MetaBAT Copyright (c) 2014, The Regents of the University of California, through Lawrence Berkeley National Laboratory (subject to receipt of any required approvals from the U.S. Dept. of Energy). All rights reserved. If you have questions about your rights to use or distribute this software, please contact Berkeley Lab's technology transfer department at TTD@lbl.gov referring to "MetaBAT (2014-075)." NOTICE. This software was developed under funding from the U.S. Department of Energy. As such, the U.S. Government has been granted for itself and others acting on its behalf a paid-up, nonexclusive, irrevocable, worldwide license in the Software to reproduce, prepare derivative works, and perform publicly and display publicly.
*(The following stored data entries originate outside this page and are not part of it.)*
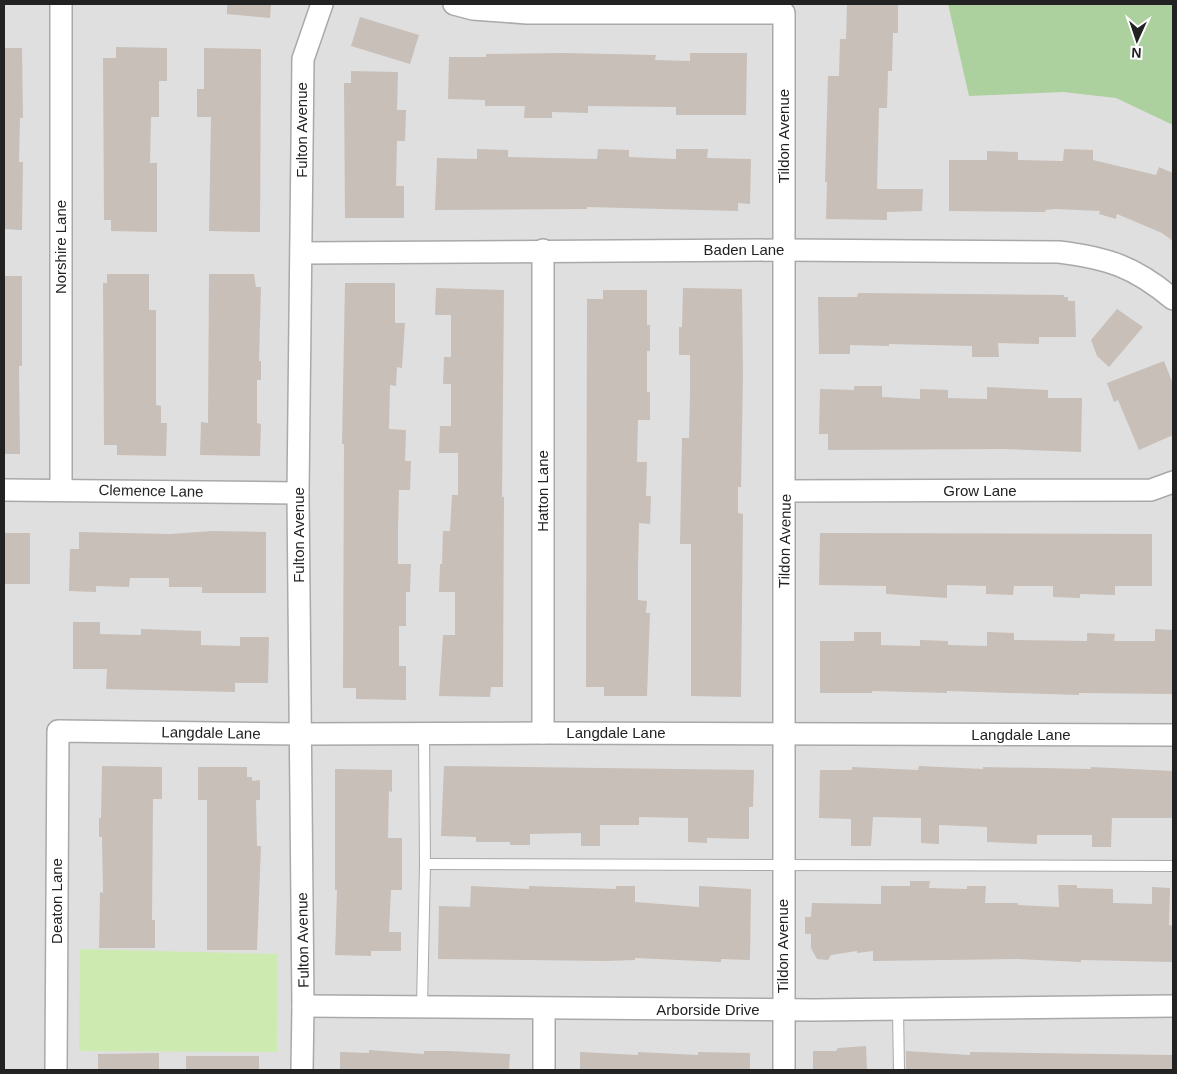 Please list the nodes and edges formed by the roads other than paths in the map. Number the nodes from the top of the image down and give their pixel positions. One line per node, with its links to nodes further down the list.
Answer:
1 (61, 4): 9 (street, Norshire Lane)
2 (322, 4): 6 (street, Fulton Avenue)
3 (454, 4): 5 (street, Tildon Avenue)
4 (543, 250): 5 (street, Baden Lane); 6 (street, Baden Lane); 14 (street, Hatton Lane)
5 (784, 250): 7 (street, Baden Lane); 11 (street, Tildon Avenue)
6 (302, 253): 12 (street, Fulton Avenue)
7 (1173, 299)
8 (1173, 482): 11 (street, Grow Lane)
9 (61, 489): 10 (street, Clemence Lane); 12 (street, Clemence Lane)
10 (4, 490)
11 (786, 491): 17 (street, Tildon Avenue)
12 (298, 493): 16 (street, Fulton Avenue)
13 (58, 731): 16 (street, Langdale Lane); 28 (street, Deaton Lane)
14 (543, 732): 15 (street, Langdale Lane); 17 (street, Langdale Lane)
15 (424, 733): 16 (street, Langdale Lane); 19 (lane)
16 (301, 734): 22 (street, Fulton Avenue)
17 (782, 734): 18 (street, Langdale Lane); 20 (street, Tildon Avenue)
18 (1173, 735)
19 (425, 864): 20 (lane); 24 (lane)
20 (783, 866): 21 (lane); 26 (street, Tildon Avenue)
21 (1173, 866)
22 (304, 1006): 24 (street, Arborside Drive); 29 (street, Fulton Avenue)
23 (1173, 1006): 27 (street, Arborside Drive)
24 (422, 1007): 25 (street, Arborside Drive)
25 (544, 1009): 26 (street, Arborside Drive); 30 (street)
26 (784, 1010): 27 (street, Arborside Drive); 31 (street, Tildon Avenue)
27 (898, 1010): 32 (lane)
28 (56, 1070)
29 (302, 1070)
30 (544, 1070)
31 (784, 1070)
32 (899, 1070)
Beginning five (5) years after the date permission to assert copyright is obtained from the U.S. Department of Energy, and subject to any subsequent five (5) year renewals, the U.S. Government is granted for itself and others acting on its behalf a paid-up, nonexclusive, irrevocable, worldwide license in the Software to reproduce, prepare derivative works, distribute copies to the public, perform publicly and display publicly, and to permit others to do so.